* **About this task**: Where a line in the listing contains the string "Greendale", copy that line out.

---------- Material for this exercise

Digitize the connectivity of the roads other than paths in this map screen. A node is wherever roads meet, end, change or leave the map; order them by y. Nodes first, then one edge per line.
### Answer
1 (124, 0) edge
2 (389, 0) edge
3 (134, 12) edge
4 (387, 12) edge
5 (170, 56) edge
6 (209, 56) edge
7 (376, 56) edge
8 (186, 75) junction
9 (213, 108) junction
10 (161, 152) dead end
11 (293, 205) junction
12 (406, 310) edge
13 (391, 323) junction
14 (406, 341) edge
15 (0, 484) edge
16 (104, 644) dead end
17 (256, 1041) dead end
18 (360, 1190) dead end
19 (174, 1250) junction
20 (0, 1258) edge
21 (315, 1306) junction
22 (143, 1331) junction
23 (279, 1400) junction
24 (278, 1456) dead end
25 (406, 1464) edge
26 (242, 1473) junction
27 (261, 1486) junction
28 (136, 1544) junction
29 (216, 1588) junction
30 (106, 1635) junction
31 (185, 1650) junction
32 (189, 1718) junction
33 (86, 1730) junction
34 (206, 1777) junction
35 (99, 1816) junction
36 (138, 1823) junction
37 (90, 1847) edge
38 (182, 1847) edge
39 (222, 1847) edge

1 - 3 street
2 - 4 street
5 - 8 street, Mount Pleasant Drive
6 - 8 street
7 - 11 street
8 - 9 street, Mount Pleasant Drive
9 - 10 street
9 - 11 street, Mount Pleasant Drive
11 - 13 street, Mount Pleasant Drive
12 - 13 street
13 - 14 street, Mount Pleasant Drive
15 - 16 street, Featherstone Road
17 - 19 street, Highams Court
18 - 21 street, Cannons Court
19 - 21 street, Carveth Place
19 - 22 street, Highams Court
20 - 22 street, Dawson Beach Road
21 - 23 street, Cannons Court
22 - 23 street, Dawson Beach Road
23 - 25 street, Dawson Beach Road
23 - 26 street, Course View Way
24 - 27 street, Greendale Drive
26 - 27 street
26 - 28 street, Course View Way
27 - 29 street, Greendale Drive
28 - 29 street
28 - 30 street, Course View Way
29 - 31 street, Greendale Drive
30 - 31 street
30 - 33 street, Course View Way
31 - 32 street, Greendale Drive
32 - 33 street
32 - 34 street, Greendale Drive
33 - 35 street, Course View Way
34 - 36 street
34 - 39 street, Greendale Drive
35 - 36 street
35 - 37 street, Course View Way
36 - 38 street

--------------------

* **Answer box**:
24 - 27 street, Greendale Drive
27 - 29 street, Greendale Drive
29 - 31 street, Greendale Drive
31 - 32 street, Greendale Drive
32 - 34 street, Greendale Drive
34 - 39 street, Greendale Drive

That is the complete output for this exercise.